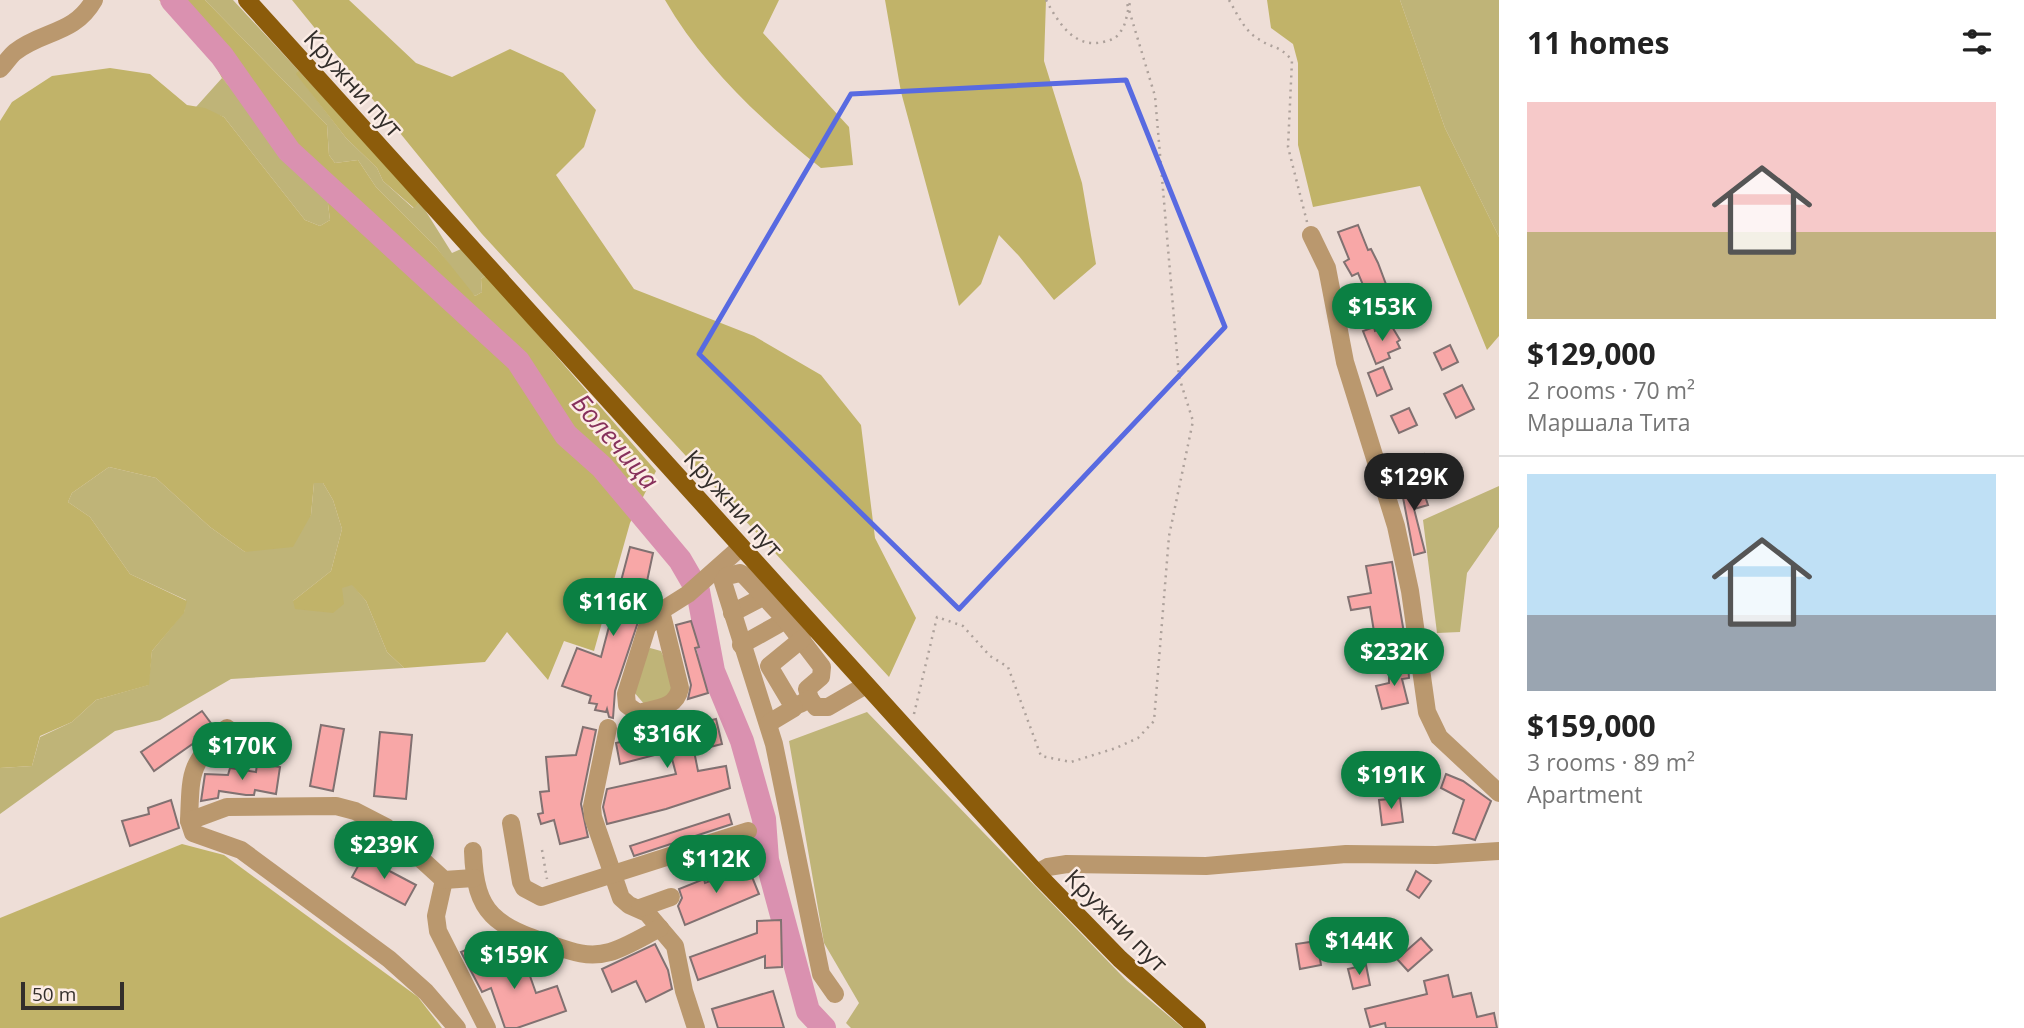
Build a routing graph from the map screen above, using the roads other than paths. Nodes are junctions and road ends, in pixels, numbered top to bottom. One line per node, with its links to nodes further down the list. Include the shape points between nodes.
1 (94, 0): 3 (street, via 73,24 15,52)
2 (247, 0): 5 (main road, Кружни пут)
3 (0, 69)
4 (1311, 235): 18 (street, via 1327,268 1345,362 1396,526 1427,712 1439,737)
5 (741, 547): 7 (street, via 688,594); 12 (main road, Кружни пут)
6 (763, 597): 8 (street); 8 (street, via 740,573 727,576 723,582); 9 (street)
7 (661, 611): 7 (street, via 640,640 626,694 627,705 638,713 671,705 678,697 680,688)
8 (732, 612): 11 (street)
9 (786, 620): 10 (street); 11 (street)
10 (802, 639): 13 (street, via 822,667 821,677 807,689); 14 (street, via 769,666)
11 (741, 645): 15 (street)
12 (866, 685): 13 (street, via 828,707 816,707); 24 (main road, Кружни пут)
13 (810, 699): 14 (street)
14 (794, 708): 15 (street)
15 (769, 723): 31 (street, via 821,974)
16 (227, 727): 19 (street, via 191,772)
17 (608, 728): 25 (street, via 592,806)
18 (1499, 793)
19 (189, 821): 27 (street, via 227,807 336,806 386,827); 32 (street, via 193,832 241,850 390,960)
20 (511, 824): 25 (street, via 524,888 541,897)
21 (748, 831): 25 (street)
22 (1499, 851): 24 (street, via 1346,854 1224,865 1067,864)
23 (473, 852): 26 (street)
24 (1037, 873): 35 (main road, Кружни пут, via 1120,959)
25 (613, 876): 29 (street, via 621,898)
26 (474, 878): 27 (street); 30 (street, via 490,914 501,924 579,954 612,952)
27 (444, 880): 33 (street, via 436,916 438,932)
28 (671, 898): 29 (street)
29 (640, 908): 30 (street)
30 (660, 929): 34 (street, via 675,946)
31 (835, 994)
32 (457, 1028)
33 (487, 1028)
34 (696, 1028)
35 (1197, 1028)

========================

WHAT TO WORK ON >> From the material above, print everything exactly except the pictures.

REPLY TO THE EXERCISE >>
Build a routing graph from the map screen above, using the roads other than paths. Nodes are junctions and road ends, in pixels, numbered top to bottom. One line per node, with its links to nodes further down the list. Include the shape points between nodes.
1 (94, 0): 3 (street, via 73,24 15,52)
2 (247, 0): 5 (main road, Кружни пут)
3 (0, 69)
4 (1311, 235): 18 (street, via 1327,268 1345,362 1396,526 1427,712 1439,737)
5 (741, 547): 7 (street, via 688,594); 12 (main road, Кружни пут)
6 (763, 597): 8 (street); 8 (street, via 740,573 727,576 723,582); 9 (street)
7 (661, 611): 7 (street, via 640,640 626,694 627,705 638,713 671,705 678,697 680,688)
8 (732, 612): 11 (street)
9 (786, 620): 10 (street); 11 (street)
10 (802, 639): 13 (street, via 822,667 821,677 807,689); 14 (street, via 769,666)
11 (741, 645): 15 (street)
12 (866, 685): 13 (street, via 828,707 816,707); 24 (main road, Кружни пут)
13 (810, 699): 14 (street)
14 (794, 708): 15 (street)
15 (769, 723): 31 (street, via 821,974)
16 (227, 727): 19 (street, via 191,772)
17 (608, 728): 25 (street, via 592,806)
18 (1499, 793)
19 (189, 821): 27 (street, via 227,807 336,806 386,827); 32 (street, via 193,832 241,850 390,960)
20 (511, 824): 25 (street, via 524,888 541,897)
21 (748, 831): 25 (street)
22 (1499, 851): 24 (street, via 1346,854 1224,865 1067,864)
23 (473, 852): 26 (street)
24 (1037, 873): 35 (main road, Кружни пут, via 1120,959)
25 (613, 876): 29 (street, via 621,898)
26 (474, 878): 27 (street); 30 (street, via 490,914 501,924 579,954 612,952)
27 (444, 880): 33 (street, via 436,916 438,932)
28 (671, 898): 29 (street)
29 (640, 908): 30 (street)
30 (660, 929): 34 (street, via 675,946)
31 (835, 994)
32 (457, 1028)
33 (487, 1028)
34 (696, 1028)
35 (1197, 1028)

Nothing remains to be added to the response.